__Problem__
Within the entries below, find the lines that hold "position" and report only how many there are.

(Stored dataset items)
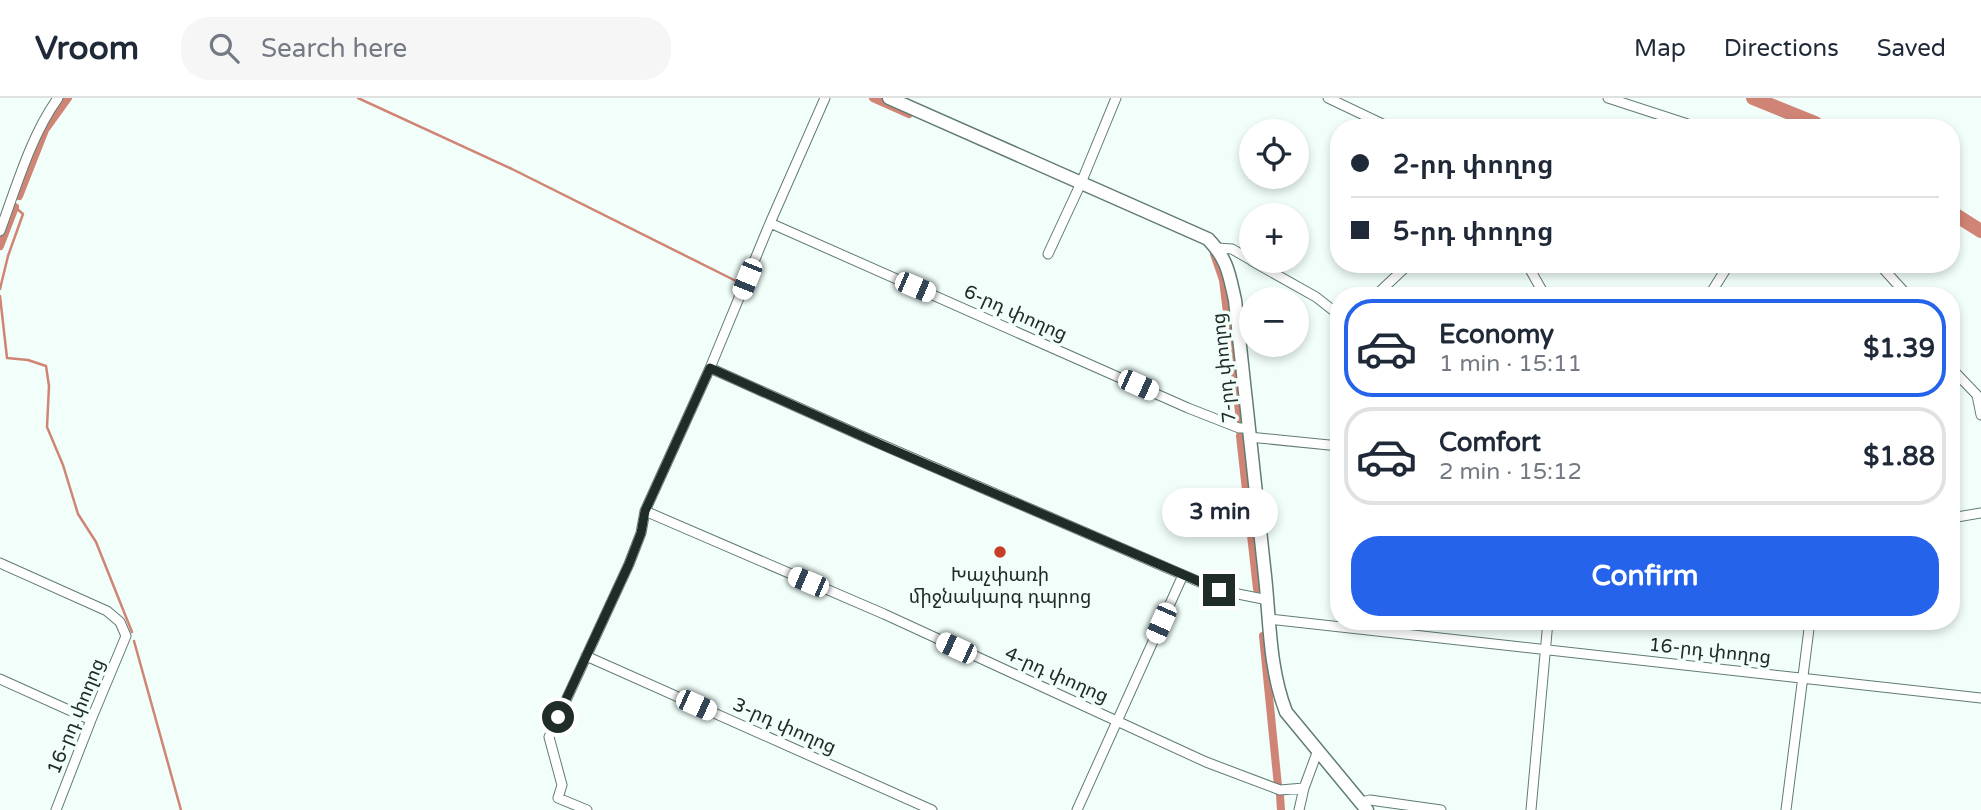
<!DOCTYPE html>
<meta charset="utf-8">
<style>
body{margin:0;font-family:"Varela Round","Noto Sans Armenian",sans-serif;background:#f6f6f7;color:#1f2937;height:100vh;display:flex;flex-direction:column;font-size:26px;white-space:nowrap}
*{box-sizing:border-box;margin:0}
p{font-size:23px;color:#747a83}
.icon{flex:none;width:38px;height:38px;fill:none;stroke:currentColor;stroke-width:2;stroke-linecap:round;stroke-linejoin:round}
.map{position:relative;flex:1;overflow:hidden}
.sheet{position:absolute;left:1330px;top:189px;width:630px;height:343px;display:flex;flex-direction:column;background:#fff;border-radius:28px;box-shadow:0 4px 10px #0003}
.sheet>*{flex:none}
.guide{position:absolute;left:1330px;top:21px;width:630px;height:154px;border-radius:28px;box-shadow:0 4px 10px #0003;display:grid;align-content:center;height:154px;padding:0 21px;background:#fff}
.controls{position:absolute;left:1239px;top:21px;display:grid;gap:14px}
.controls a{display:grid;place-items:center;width:70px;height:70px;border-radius:50%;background:#fff;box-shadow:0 4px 10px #0003;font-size:35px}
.end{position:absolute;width:32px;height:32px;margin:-16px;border:9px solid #202c28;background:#fff;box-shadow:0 0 0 4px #fff}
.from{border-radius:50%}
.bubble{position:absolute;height:49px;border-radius:24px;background:#fff;box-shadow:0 4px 10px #0003;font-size:23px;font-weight:800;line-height:49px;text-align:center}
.car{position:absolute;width:21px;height:42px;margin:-21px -10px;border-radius:9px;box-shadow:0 0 5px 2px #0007;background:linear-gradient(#fff 24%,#345 0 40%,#fff 0 76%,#345 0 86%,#fff 0)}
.guide b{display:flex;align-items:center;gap:24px;height:66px;font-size:26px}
.guide b+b{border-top:2px solid #e0e1e3}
.guide i{width:18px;height:18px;background:#1f2937}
ul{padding:12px 0 0;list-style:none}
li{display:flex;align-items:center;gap:21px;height:98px;margin:0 14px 10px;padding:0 7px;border:4px solid #e0e1e3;border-radius:28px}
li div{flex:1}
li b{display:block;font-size:26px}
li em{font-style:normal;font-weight:800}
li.selected{border-color:#2563eb}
li>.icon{width:63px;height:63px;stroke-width:1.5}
.action{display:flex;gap:14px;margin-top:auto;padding:14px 21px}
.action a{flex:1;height:80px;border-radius:28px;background:#2563eb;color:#fff;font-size:28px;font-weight:800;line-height:80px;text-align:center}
header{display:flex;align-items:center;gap:42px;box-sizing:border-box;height:98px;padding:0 35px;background:#fff;border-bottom:2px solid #e0e1e3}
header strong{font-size:33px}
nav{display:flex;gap:38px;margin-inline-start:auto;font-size:24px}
.search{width:490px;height:63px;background:#f6f6f7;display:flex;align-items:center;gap:18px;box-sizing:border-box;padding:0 24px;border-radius:28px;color:#747a83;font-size:26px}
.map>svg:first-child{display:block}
</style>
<header>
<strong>Vroom</strong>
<div class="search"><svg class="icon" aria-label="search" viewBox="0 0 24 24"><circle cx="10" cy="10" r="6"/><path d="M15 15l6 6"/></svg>Search here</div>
<nav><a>Map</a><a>Directions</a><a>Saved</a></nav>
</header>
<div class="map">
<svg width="1981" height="712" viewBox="0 0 1981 712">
<rect width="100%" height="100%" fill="#f1fef9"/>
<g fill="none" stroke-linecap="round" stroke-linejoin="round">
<path stroke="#d08475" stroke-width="2.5" d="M358 0 512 71 738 184
M0 191 8 158 23 116 15 109
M0 198 7 260 28 262 46 268 49 288 47 329 63 367 78 416 96 444 132 534
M134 543 181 712"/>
<path stroke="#d08475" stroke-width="8" d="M873 0 909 16
M19 98 45 32 68 0
M0 148 15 109
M1214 156 1223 182 1240 322
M1240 338 1257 491
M1263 538 1278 688
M1280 697 1281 712"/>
<path stroke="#d08475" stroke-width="14" d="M1753 0 1815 25 1821 30
M1951 114 1981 133"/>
<g stroke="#607c73" stroke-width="11">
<path id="minor" d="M1328 0 1391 30
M1608 0 1700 30
M770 125 1188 310 1239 330H1249
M0 133C16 90 31 37 58 0
M1217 150 1232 151 1251 162
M1048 156 1081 85 1116 0
M1252 163 1316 199 1339 217
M1527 166 1545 198
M1879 166 1908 198
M1375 198 1409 166
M1709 198 1729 166
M710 270 862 338 1218 492 1268 502
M1951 270 1977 297 1981 317
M1249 339 1339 348
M645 413 884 516 1206 664 1280 692 1304 690
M1951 420 1981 415
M0 465 107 513 120 524 126 538 91 622 56 712
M1269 521 1981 600
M586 558 932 712
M0 581 91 622
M1361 704 1370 702 1441 712
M587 712 558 700 562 687 549 639 629 466 641 435 645 413 710 270 770 125 825 0
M1077 712 1183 477
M1299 712 1304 690 1318 652
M1531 712 1548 523
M1786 712 1810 523"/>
</g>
<g stroke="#607c73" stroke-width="15">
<path id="secondary" d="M889 0 1208 141C1228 162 1229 176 1235 202 1245 294 1255 386 1265 478 1270 524 1269 570 1286 614L1367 712"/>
</g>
<use href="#minor" stroke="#fff" stroke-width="9"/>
<use href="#secondary" stroke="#fff" stroke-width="12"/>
</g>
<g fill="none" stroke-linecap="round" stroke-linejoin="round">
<path stroke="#202c28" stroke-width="9" d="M558 619 629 466 641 435 645 413 710 270 884 348 1219 492"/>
</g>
<circle fill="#c83d25" stroke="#f1fef9" stroke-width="2.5" cx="1000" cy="454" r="7"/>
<g text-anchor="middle" stroke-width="7" stroke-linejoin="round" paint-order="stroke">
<g font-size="19" fill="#202c28" stroke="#f1fef9">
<text transform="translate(1016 214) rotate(24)" y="7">6-րդ փողոց</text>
<text transform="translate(1223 270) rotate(-96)" y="7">7-րդ փողոց</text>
<text transform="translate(1710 552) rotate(6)" y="7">16-րդ փողոց</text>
<text transform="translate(1057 576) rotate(24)" y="7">4-րդ փողոց</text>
<text transform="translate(75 618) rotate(-68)" y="7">16-րդ փողոց</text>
<text transform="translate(785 627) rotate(24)" y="7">3-րդ փողոց</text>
</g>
<g font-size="19" fill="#202c28" stroke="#f1fef9">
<text x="1000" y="483">Խաչփառի<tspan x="1000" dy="22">միջնակարգ դպրոց</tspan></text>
</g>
</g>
</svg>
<div class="controls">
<a><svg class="icon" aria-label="locate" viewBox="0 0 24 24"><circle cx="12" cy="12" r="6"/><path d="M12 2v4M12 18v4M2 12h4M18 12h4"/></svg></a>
<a>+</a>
<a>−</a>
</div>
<i class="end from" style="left:558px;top:619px"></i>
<i class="end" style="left:1219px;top:492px"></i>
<div class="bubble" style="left:1162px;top:390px;width:116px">3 min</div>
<i class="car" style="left:747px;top:181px;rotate:202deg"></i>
<i class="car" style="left:915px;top:189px;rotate:113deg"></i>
<i class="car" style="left:1138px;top:287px;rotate:114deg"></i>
<i class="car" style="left:808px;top:484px;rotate:293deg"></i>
<i class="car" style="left:1161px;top:525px;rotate:204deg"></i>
<i class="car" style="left:956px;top:550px;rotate:295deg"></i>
<i class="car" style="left:696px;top:607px;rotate:114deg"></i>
<div class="guide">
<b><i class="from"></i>2-րդ փողոց</b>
<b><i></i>5-րդ փողոց</b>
</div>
<section class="sheet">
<ul>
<li class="selected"><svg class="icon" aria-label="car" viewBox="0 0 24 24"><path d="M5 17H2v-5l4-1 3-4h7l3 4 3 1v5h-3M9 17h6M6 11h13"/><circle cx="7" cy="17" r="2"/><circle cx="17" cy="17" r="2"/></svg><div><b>Economy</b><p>1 min · 15:11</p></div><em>$1.39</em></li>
<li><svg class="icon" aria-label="car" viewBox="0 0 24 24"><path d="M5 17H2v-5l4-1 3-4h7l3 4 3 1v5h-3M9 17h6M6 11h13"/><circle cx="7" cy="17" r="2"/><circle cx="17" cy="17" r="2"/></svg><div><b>Comfort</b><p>2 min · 15:12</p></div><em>$1.88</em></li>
</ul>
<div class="action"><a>Confirm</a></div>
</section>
</div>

__Response to the exercise__
7